Collected data
○ ○ ○
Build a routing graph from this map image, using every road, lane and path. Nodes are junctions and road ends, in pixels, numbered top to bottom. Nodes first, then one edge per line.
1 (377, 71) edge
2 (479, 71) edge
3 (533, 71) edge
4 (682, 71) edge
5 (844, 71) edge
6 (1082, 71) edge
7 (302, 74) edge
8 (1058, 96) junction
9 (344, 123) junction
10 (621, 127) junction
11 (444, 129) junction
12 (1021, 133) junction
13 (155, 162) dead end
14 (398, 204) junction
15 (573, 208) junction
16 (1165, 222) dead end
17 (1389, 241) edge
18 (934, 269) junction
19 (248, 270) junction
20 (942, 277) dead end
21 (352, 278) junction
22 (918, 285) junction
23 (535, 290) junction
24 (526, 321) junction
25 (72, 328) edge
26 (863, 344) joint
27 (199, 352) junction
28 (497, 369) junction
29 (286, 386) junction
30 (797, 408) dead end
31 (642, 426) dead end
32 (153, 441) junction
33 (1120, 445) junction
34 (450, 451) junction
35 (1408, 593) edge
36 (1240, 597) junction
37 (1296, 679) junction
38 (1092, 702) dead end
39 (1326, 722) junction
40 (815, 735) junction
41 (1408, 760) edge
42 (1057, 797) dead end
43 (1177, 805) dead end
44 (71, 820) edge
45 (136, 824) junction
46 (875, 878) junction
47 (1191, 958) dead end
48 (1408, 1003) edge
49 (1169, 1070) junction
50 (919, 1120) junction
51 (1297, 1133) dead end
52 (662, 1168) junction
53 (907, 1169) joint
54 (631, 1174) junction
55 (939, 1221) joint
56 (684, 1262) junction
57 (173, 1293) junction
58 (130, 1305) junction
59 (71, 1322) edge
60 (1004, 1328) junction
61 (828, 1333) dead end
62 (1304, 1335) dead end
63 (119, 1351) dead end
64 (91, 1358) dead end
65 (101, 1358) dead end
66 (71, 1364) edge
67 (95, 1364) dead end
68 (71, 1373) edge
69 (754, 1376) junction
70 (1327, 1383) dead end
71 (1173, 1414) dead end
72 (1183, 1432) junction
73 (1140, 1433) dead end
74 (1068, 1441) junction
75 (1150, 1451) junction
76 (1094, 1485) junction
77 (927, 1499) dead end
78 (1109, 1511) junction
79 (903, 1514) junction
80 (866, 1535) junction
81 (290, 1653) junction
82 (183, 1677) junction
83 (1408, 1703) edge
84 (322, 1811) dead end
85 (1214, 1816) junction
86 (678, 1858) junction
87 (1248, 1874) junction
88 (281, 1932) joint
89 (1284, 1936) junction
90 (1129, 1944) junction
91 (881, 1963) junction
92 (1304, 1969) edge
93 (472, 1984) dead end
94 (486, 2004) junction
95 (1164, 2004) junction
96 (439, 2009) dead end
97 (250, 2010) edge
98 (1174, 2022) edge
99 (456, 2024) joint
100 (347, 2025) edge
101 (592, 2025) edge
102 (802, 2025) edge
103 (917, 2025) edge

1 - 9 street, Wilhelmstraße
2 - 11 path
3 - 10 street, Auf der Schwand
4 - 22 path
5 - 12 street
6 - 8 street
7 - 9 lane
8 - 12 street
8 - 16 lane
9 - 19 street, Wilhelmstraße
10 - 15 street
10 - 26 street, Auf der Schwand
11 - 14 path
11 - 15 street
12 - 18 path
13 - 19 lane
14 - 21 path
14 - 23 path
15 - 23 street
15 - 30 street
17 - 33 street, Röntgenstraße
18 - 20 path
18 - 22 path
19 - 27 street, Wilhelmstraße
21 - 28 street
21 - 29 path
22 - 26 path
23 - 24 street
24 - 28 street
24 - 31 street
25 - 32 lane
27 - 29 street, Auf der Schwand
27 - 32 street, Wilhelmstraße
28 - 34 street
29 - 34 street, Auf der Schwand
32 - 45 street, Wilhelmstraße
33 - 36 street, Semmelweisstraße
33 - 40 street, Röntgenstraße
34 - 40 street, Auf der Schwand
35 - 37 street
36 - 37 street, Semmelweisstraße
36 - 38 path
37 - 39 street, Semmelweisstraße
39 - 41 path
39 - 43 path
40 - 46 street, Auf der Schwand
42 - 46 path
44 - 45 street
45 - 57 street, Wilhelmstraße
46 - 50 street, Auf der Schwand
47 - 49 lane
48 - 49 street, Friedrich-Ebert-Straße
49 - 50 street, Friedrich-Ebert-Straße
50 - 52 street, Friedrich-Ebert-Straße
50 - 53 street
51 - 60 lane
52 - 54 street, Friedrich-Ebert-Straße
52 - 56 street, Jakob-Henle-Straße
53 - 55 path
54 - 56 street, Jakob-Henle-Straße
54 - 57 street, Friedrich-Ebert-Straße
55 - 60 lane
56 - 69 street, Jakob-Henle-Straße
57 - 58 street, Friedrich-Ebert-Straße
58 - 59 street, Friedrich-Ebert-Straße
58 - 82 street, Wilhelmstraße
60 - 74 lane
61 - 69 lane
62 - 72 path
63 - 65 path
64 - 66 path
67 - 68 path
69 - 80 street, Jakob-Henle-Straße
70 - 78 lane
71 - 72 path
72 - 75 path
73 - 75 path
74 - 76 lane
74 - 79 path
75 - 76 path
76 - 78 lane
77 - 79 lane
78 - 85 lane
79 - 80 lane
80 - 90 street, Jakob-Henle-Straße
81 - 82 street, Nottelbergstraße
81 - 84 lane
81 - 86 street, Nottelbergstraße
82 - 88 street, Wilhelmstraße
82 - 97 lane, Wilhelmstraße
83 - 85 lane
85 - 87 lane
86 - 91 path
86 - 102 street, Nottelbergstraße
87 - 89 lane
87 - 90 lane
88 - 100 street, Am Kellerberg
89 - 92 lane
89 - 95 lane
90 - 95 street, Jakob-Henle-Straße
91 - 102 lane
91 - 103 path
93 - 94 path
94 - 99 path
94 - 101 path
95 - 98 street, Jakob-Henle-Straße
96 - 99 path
○ ○ ○
### What is being asked
Every entry is to be repeated precisely as it stands.

### Task response
Build a routing graph from this map image, using every road, lane and path. Nodes are junctions and road ends, in pixels, numbered top to bottom. Nodes first, then one edge per line.
1 (377, 71) edge
2 (479, 71) edge
3 (533, 71) edge
4 (682, 71) edge
5 (844, 71) edge
6 (1082, 71) edge
7 (302, 74) edge
8 (1058, 96) junction
9 (344, 123) junction
10 (621, 127) junction
11 (444, 129) junction
12 (1021, 133) junction
13 (155, 162) dead end
14 (398, 204) junction
15 (573, 208) junction
16 (1165, 222) dead end
17 (1389, 241) edge
18 (934, 269) junction
19 (248, 270) junction
20 (942, 277) dead end
21 (352, 278) junction
22 (918, 285) junction
23 (535, 290) junction
24 (526, 321) junction
25 (72, 328) edge
26 (863, 344) joint
27 (199, 352) junction
28 (497, 369) junction
29 (286, 386) junction
30 (797, 408) dead end
31 (642, 426) dead end
32 (153, 441) junction
33 (1120, 445) junction
34 (450, 451) junction
35 (1408, 593) edge
36 (1240, 597) junction
37 (1296, 679) junction
38 (1092, 702) dead end
39 (1326, 722) junction
40 (815, 735) junction
41 (1408, 760) edge
42 (1057, 797) dead end
43 (1177, 805) dead end
44 (71, 820) edge
45 (136, 824) junction
46 (875, 878) junction
47 (1191, 958) dead end
48 (1408, 1003) edge
49 (1169, 1070) junction
50 (919, 1120) junction
51 (1297, 1133) dead end
52 (662, 1168) junction
53 (907, 1169) joint
54 (631, 1174) junction
55 (939, 1221) joint
56 (684, 1262) junction
57 (173, 1293) junction
58 (130, 1305) junction
59 (71, 1322) edge
60 (1004, 1328) junction
61 (828, 1333) dead end
62 (1304, 1335) dead end
63 (119, 1351) dead end
64 (91, 1358) dead end
65 (101, 1358) dead end
66 (71, 1364) edge
67 (95, 1364) dead end
68 (71, 1373) edge
69 (754, 1376) junction
70 (1327, 1383) dead end
71 (1173, 1414) dead end
72 (1183, 1432) junction
73 (1140, 1433) dead end
74 (1068, 1441) junction
75 (1150, 1451) junction
76 (1094, 1485) junction
77 (927, 1499) dead end
78 (1109, 1511) junction
79 (903, 1514) junction
80 (866, 1535) junction
81 (290, 1653) junction
82 (183, 1677) junction
83 (1408, 1703) edge
84 (322, 1811) dead end
85 (1214, 1816) junction
86 (678, 1858) junction
87 (1248, 1874) junction
88 (281, 1932) joint
89 (1284, 1936) junction
90 (1129, 1944) junction
91 (881, 1963) junction
92 (1304, 1969) edge
93 (472, 1984) dead end
94 (486, 2004) junction
95 (1164, 2004) junction
96 (439, 2009) dead end
97 (250, 2010) edge
98 (1174, 2022) edge
99 (456, 2024) joint
100 (347, 2025) edge
101 (592, 2025) edge
102 (802, 2025) edge
103 (917, 2025) edge

1 - 9 street, Wilhelmstraße
2 - 11 path
3 - 10 street, Auf der Schwand
4 - 22 path
5 - 12 street
6 - 8 street
7 - 9 lane
8 - 12 street
8 - 16 lane
9 - 19 street, Wilhelmstraße
10 - 15 street
10 - 26 street, Auf der Schwand
11 - 14 path
11 - 15 street
12 - 18 path
13 - 19 lane
14 - 21 path
14 - 23 path
15 - 23 street
15 - 30 street
17 - 33 street, Röntgenstraße
18 - 20 path
18 - 22 path
19 - 27 street, Wilhelmstraße
21 - 28 street
21 - 29 path
22 - 26 path
23 - 24 street
24 - 28 street
24 - 31 street
25 - 32 lane
27 - 29 street, Auf der Schwand
27 - 32 street, Wilhelmstraße
28 - 34 street
29 - 34 street, Auf der Schwand
32 - 45 street, Wilhelmstraße
33 - 36 street, Semmelweisstraße
33 - 40 street, Röntgenstraße
34 - 40 street, Auf der Schwand
35 - 37 street
36 - 37 street, Semmelweisstraße
36 - 38 path
37 - 39 street, Semmelweisstraße
39 - 41 path
39 - 43 path
40 - 46 street, Auf der Schwand
42 - 46 path
44 - 45 street
45 - 57 street, Wilhelmstraße
46 - 50 street, Auf der Schwand
47 - 49 lane
48 - 49 street, Friedrich-Ebert-Straße
49 - 50 street, Friedrich-Ebert-Straße
50 - 52 street, Friedrich-Ebert-Straße
50 - 53 street
51 - 60 lane
52 - 54 street, Friedrich-Ebert-Straße
52 - 56 street, Jakob-Henle-Straße
53 - 55 path
54 - 56 street, Jakob-Henle-Straße
54 - 57 street, Friedrich-Ebert-Straße
55 - 60 lane
56 - 69 street, Jakob-Henle-Straße
57 - 58 street, Friedrich-Ebert-Straße
58 - 59 street, Friedrich-Ebert-Straße
58 - 82 street, Wilhelmstraße
60 - 74 lane
61 - 69 lane
62 - 72 path
63 - 65 path
64 - 66 path
67 - 68 path
69 - 80 street, Jakob-Henle-Straße
70 - 78 lane
71 - 72 path
72 - 75 path
73 - 75 path
74 - 76 lane
74 - 79 path
75 - 76 path
76 - 78 lane
77 - 79 lane
78 - 85 lane
79 - 80 lane
80 - 90 street, Jakob-Henle-Straße
81 - 82 street, Nottelbergstraße
81 - 84 lane
81 - 86 street, Nottelbergstraße
82 - 88 street, Wilhelmstraße
82 - 97 lane, Wilhelmstraße
83 - 85 lane
85 - 87 lane
86 - 91 path
86 - 102 street, Nottelbergstraße
87 - 89 lane
87 - 90 lane
88 - 100 street, Am Kellerberg
89 - 92 lane
89 - 95 lane
90 - 95 street, Jakob-Henle-Straße
91 - 102 lane
91 - 103 path
93 - 94 path
94 - 99 path
94 - 101 path
95 - 98 street, Jakob-Henle-Straße
96 - 99 path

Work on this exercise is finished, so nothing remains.